Long before his death, he collected fans outraged at the time he spent behind bars without a trial, many of whom called the charges exaggerated and inspired by zeal to prosecute what was, at the time, a poorly understood crime. Shimomura would experience a similar shift in sympathy, where those same fans asked why he’d been so involved in a federal investigation.
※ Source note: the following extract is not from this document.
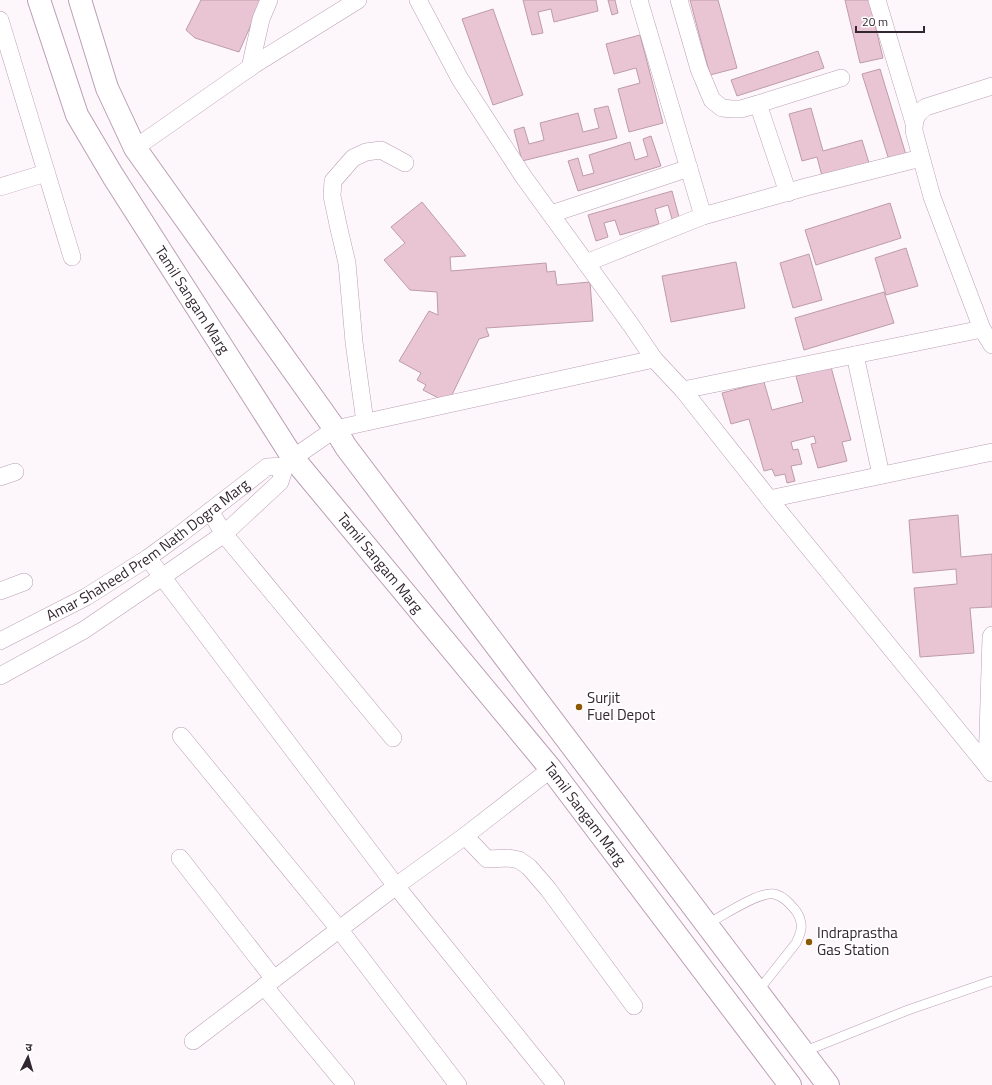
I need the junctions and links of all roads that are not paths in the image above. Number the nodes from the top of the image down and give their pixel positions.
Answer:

“Kevin attracted attention and support from unlikely sources,” his family wrote in his obituary. “The bus driver who saw young Kevin memorize the bus schedules, punch cards and punch tool systems so he could ride the buses all day for free testified as a character witness for Kevin during his federal trial. The federal prosecutor offered his testimony that Kevin never tried to take one dime from any of his ‘victims.’ The probation officer assigned to monitor Kevin after prison gave Kevin permission to write his first book on a laptop when he was not yet supposed to have access to computers. “

In the end, Mitnick would joke online about his early escapades like men his age who laugh about their own juvenile delinquency, and the Internet is loaded with his tips for avoiding foiling online predators.

The world could hardly cross through the internet better armed than with caution from an old cyber-fox, eye still twinkling at the memory of his exploits, who knows the back door out of every trap.